В новом «Супермене» Джеймса Ганна Кларк и Лоис занимательно рассуждают о том, кто из них более трушный панк: журналистка, не доверяющая никому, или супергерой, считающий доброту и прямоту своими главными ценностями. Несмотря на очевидную сахарность всего кино, в чем‑то Супермен, всегда приходящий в трудные времена, прав: чтобы быть настоящим и искренним, требуется немалая доля мужества. Особенно когда больше никто искренним и настоящим быть не хочет.
Как нам выйти из постиронии? И возможно ли это?

Философ, художница, исследователь мемов, автор телеграм-канала «буквы на синем камне 碧巖錄»
«Мне кажется, наше патологическое копание в микротрендах не дает увидеть картину целиком. Пока реддиторы делают многоуровневые меметические схемы, пытаясь уловить диалектику искренности и иронии, пользователи, не посвященные в интернет-лор, не тратят сил на различение мета- и постиронии. Я думаю, что любая зрелая культура предполагает использование иронии, но говорить о какой‑то конкретной тенденции тут бессмысленно. Метамодернизм, возможно, несостоятелен как философский проект, но правильно указывает на характерную для последнего времени осцилляцию между наивностью модерна и иронией постмодерна. Качание маятника достигло критической скорости: отличить, кто в каком регистре находится, уже невозможно. Тонкие отличия новой искренности, постаутентичности, постметанеоиронии и квазииронии имеют значение только для дотошных мемологов и безработных философов (пересекающиеся группы)».

«Будучи эстетическим бунтом против постмодернистской иронии, новая искренность — понятие, не ограниченное мемами. Задолго до (пост)иронической эры интернет-мемов Дэвиду Фостеру Уоллесу осточертела ирония, оказавшаяся в плену у статус-кво, потерявшая всякую подрывную силу. Упования Уоллеса на новую искренность не оправдались: постмодернистская эстетика, как Мидас, все превращает в нечто (нужное вставить). Миражи первопроходства характерны для современного человека, то есть для всего человечества в определенный момент; так же как ирония не в первый раз становится пост-, искренность всегда новая. Разве мы не слышим в строках Катулла, плачущего из‑за смерти воробушка, искреннюю усталость от перезрелой культуры, попытку прорваться к чистоте подлинного чувства?»

«Мы не живем в постиронии и выходили из нее множество раз. Даже при условии тренда на искренность нигилистически настроенные подростки, снобы и циники никуда не денутся.
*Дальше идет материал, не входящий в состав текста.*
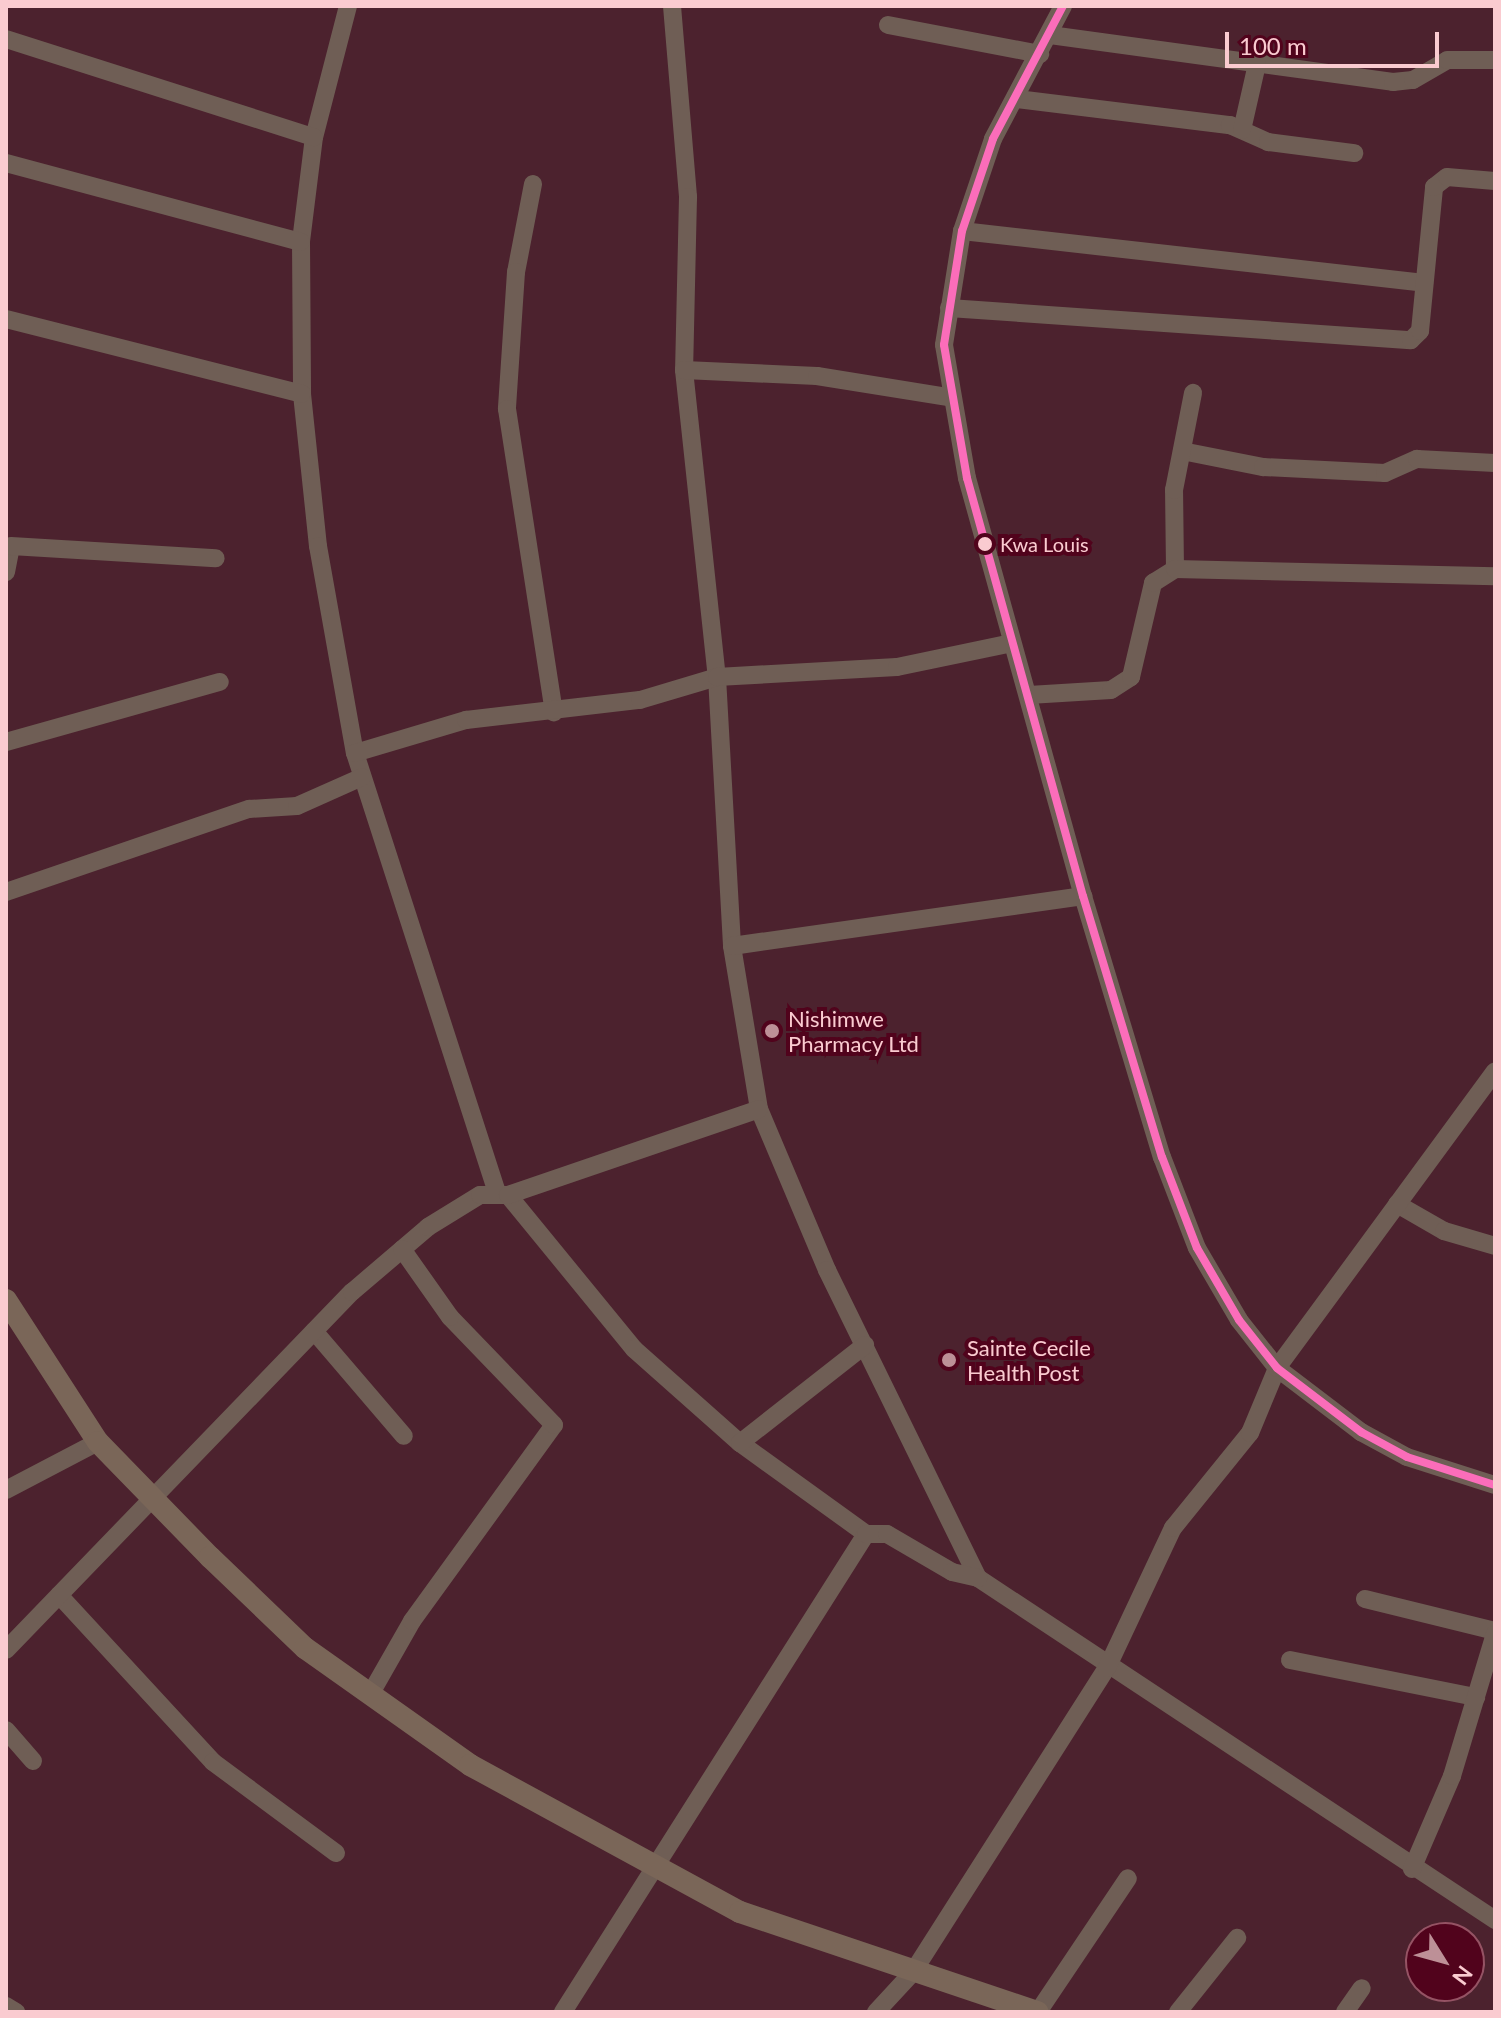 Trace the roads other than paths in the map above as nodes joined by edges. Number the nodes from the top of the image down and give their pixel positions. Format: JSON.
{"nodes":[{"id":1,"x":348,"y":6,"type":"edge"},
{"id":2,"x":672,"y":6,"type":"edge"},
{"id":3,"x":1063,"y":6,"type":"edge"},
{"id":4,"x":888,"y":25,"type":"dead end"},
{"id":5,"x":1050,"y":35,"type":"junction"},
{"id":6,"x":6,"y":39,"type":"edge"},
{"id":7,"x":1040,"y":54,"type":"junction"},
{"id":8,"x":1495,"y":60,"type":"edge"},
{"id":9,"x":1257,"y":64,"type":"junction"},
{"id":10,"x":1017,"y":99,"type":"junction"},
{"id":11,"x":1242,"y":130,"type":"junction"},
{"id":12,"x":314,"y":137,"type":"junction"},
{"id":13,"x":1354,"y":153,"type":"dead end"},
{"id":14,"x":6,"y":163,"type":"edge"},
{"id":15,"x":1495,"y":181,"type":"edge"},
{"id":16,"x":533,"y":184,"type":"dead end"},
{"id":17,"x":962,"y":231,"type":"junction"},
{"id":18,"x":301,"y":242,"type":"junction"},
{"id":19,"x":1424,"y":283,"type":"junction"},
{"id":20,"x":949,"y":308,"type":"junction"},
{"id":21,"x":6,"y":319,"type":"edge"},
{"id":22,"x":684,"y":370,"type":"junction"},
{"id":23,"x":1193,"y":393,"type":"dead end"},
{"id":24,"x":302,"y":394,"type":"junction"},
{"id":25,"x":948,"y":397,"type":"junction"},
{"id":26,"x":1182,"y":451,"type":"junction"},
{"id":27,"x":1495,"y":463,"type":"edge"},
{"id":28,"x":8,"y":546,"type":"edge"},
{"id":29,"x":216,"y":558,"type":"dead end"},
{"id":30,"x":1175,"y":569,"type":"junction"},
{"id":31,"x":6,"y":572,"type":"edge"},
{"id":32,"x":1495,"y":576,"type":"edge"},
{"id":33,"x":1012,"y":643,"type":"junction"},
{"id":34,"x":717,"y":677,"type":"junction"},
{"id":35,"x":220,"y":682,"type":"dead end"},
{"id":36,"x":1029,"y":695,"type":"junction"},
{"id":37,"x":554,"y":712,"type":"junction"},
{"id":38,"x":6,"y":742,"type":"edge"},
{"id":39,"x":355,"y":753,"type":"junction"},
{"id":40,"x":362,"y":777,"type":"junction"},
{"id":41,"x":6,"y":892,"type":"edge"},
{"id":42,"x":1083,"y":896,"type":"junction"},
{"id":43,"x":732,"y":946,"type":"junction"},
{"id":44,"x":1495,"y":1071,"type":"edge"},
{"id":45,"x":759,"y":1109,"type":"junction"},
{"id":46,"x":503,"y":1194,"type":"junction"},
{"id":47,"x":1397,"y":1204,"type":"junction"},
{"id":48,"x":1495,"y":1246,"type":"edge"},
{"id":49,"x":402,"y":1249,"type":"junction"},
{"id":50,"x":6,"y":1300,"type":"edge"},
{"id":51,"x":314,"y":1331,"type":"junction"},
{"id":52,"x":865,"y":1345,"type":"junction"},
{"id":53,"x":1277,"y":1368,"type":"junction"},
{"id":54,"x":404,"y":1436,"type":"dead end"},
{"id":55,"x":98,"y":1442,"type":"junction"},
{"id":56,"x":740,"y":1443,"type":"junction"},
{"id":57,"x":1495,"y":1485,"type":"edge"},
{"id":58,"x":6,"y":1490,"type":"edge"},
{"id":59,"x":152,"y":1497,"type":"junction"},
{"id":60,"x":866,"y":1534,"type":"junction"},
{"id":61,"x":978,"y":1578,"type":"junction"},
{"id":62,"x":59,"y":1595,"type":"junction"},
{"id":63,"x":1365,"y":1599,"type":"dead end"},
{"id":64,"x":1495,"y":1632,"type":"edge"},
{"id":65,"x":6,"y":1650,"type":"edge"},
{"id":66,"x":1290,"y":1660,"type":"dead end"},
{"id":67,"x":1107,"y":1668,"type":"junction"},
{"id":68,"x":371,"y":1693,"type":"junction"},
{"id":69,"x":1476,"y":1697,"type":"junction"},
{"id":70,"x":6,"y":1730,"type":"edge"},
{"id":71,"x":33,"y":1761,"type":"dead end"},
{"id":72,"x":336,"y":1853,"type":"dead end"},
{"id":73,"x":651,"y":1865,"type":"junction"},
{"id":74,"x":1412,"y":1869,"type":"junction"},
{"id":75,"x":1128,"y":1878,"type":"dead end"},
{"id":76,"x":1495,"y":1920,"type":"edge"},
{"id":77,"x":1237,"y":1938,"type":"dead end"},
{"id":78,"x":913,"y":1972,"type":"junction"},
{"id":79,"x":1362,"y":1988,"type":"dead end"},
{"id":80,"x":6,"y":2006,"type":"edge"},
{"id":81,"x":16,"y":2012,"type":"edge"},
{"id":82,"x":563,"y":2012,"type":"edge"},
{"id":83,"x":876,"y":2012,"type":"edge"},
{"id":84,"x":1038,"y":2012,"type":"edge"},
{"id":85,"x":1178,"y":2012,"type":"edge"},
{"id":86,"x":1345,"y":2012,"type":"edge"}],
"edges":[{"from":1,"to":12,"type":"street"},
{"from":2,"to":22,"type":"street"},
{"from":3,"to":5,"type":"street"},
{"from":4,"to":7,"type":"street"},
{"from":5,"to":7,"type":"street"},
{"from":5,"to":9,"type":"street"},
{"from":6,"to":12,"type":"street"},
{"from":7,"to":10,"type":"street"},
{"from":8,"to":9,"type":"street"},
{"from":9,"to":11,"type":"street"},
{"from":10,"to":11,"type":"street"},
{"from":10,"to":17,"type":"street"},
{"from":11,"to":13,"type":"street"},
{"from":12,"to":18,"type":"street"},
{"from":14,"to":18,"type":"street"},
{"from":15,"to":19,"type":"street"},
{"from":16,"to":37,"type":"street"},
{"from":17,"to":19,"type":"street"},
{"from":17,"to":20,"type":"street"},
{"from":18,"to":24,"type":"street"},
{"from":19,"to":20,"type":"street"},
{"from":20,"to":25,"type":"street"},
{"from":21,"to":24,"type":"street"},
{"from":22,"to":25,"type":"street"},
{"from":22,"to":34,"type":"street"},
{"from":23,"to":26,"type":"street"},
{"from":24,"to":39,"type":"street"},
{"from":25,"to":33,"type":"street"},
{"from":26,"to":27,"type":"street"},
{"from":26,"to":30,"type":"street"},
{"from":28,"to":29,"type":"street"},
{"from":28,"to":31,"type":"street"},
{"from":30,"to":32,"type":"street"},
{"from":30,"to":36,"type":"street"},
{"from":33,"to":34,"type":"street"},
{"from":33,"to":36,"type":"street"},
{"from":34,"to":37,"type":"street"},
{"from":34,"to":43,"type":"street"},
{"from":35,"to":38,"type":"street"},
{"from":36,"to":42,"type":"street"},
{"from":37,"to":39,"type":"street"},
{"from":39,"to":40,"type":"street"},
{"from":40,"to":41,"type":"street"},
{"from":40,"to":46,"type":"street"},
{"from":42,"to":43,"type":"street"},
{"from":42,"to":53,"type":"street"},
{"from":43,"to":45,"type":"street"},
{"from":44,"to":47,"type":"street"},
{"from":45,"to":46,"type":"street"},
{"from":45,"to":52,"type":"street"},
{"from":46,"to":49,"type":"street"},
{"from":46,"to":56,"type":"street"},
{"from":47,"to":48,"type":"street"},
{"from":47,"to":53,"type":"street"},
{"from":49,"to":51,"type":"street"},
{"from":49,"to":68,"type":"street"},
{"from":50,"to":55,"type":"main road"},
{"from":51,"to":54,"type":"street"},
{"from":51,"to":59,"type":"street"},
{"from":52,"to":56,"type":"street"},
{"from":52,"to":61,"type":"street"},
{"from":53,"to":57,"type":"street"},
{"from":53,"to":67,"type":"street"},
{"from":55,"to":58,"type":"street"},
{"from":55,"to":59,"type":"main road"},
{"from":56,"to":60,"type":"street"},
{"from":59,"to":62,"type":"street"},
{"from":59,"to":68,"type":"main road"},
{"from":60,"to":61,"type":"street"},
{"from":60,"to":73,"type":"street"},
{"from":61,"to":67,"type":"street"},
{"from":62,"to":65,"type":"street"},
{"from":62,"to":72,"type":"street"},
{"from":63,"to":64,"type":"street"},
{"from":64,"to":69,"type":"street"},
{"from":66,"to":69,"type":"street"},
{"from":67,"to":74,"type":"street"},
{"from":67,"to":78,"type":"street"},
{"from":68,"to":73,"type":"main road"},
{"from":69,"to":74,"type":"street"},
{"from":70,"to":71,"type":"street"},
{"from":73,"to":78,"type":"main road"},
{"from":73,"to":82,"type":"street"},
{"from":74,"to":76,"type":"street"},
{"from":75,"to":84,"type":"street"},
{"from":77,"to":85,"type":"street"},
{"from":78,"to":83,"type":"street"},
{"from":78,"to":84,"type":"main road"},
{"from":79,"to":86,"type":"street"},
{"from":80,"to":81,"type":"street"}]} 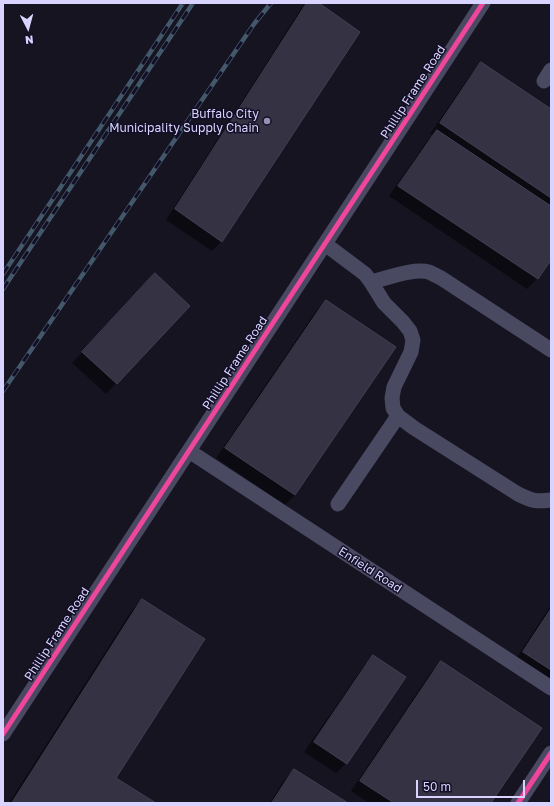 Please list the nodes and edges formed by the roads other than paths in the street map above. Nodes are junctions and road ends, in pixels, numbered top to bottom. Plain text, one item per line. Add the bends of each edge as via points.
1 (484, 3) edge
2 (325, 244) junction
3 (372, 282) junction
4 (551, 350) edge
5 (398, 416) junction
6 (189, 451) junction
7 (551, 500) edge
8 (338, 504) dead end
9 (551, 688) edge
10 (3, 734) edge
11 (551, 752) edge
12 (518, 803) edge

1 - 2 street, Phillip Frame Road
2 - 3 street
2 - 6 street, Phillip Frame Road
3 - 4 street via 409,272 429,272
3 - 5 street via 384,303 410,331 413,340 411,352 394,387 393,408
5 - 7 street via 518,494 530,500
5 - 8 street
6 - 9 street, Enfield Road
6 - 10 street, Phillip Frame Road
11 - 12 street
Выйти из постиронии можно в мире, в котором мы не задаемся вопросом о выходе. Логика развития культуры предполагает движение от архаической наивности к современной иронии и постсовременности, в которой происходит синтез новой искренности. Отсутствие иронического модуса возможно в молодой культуре, которая рождается на обломках старой, или в обществе тотального контроля. Будем надеяться, что нам не придется проживать ни один из этих сценариев».
* Иван Алексеев признан Минюстом РФ иностранным агентом.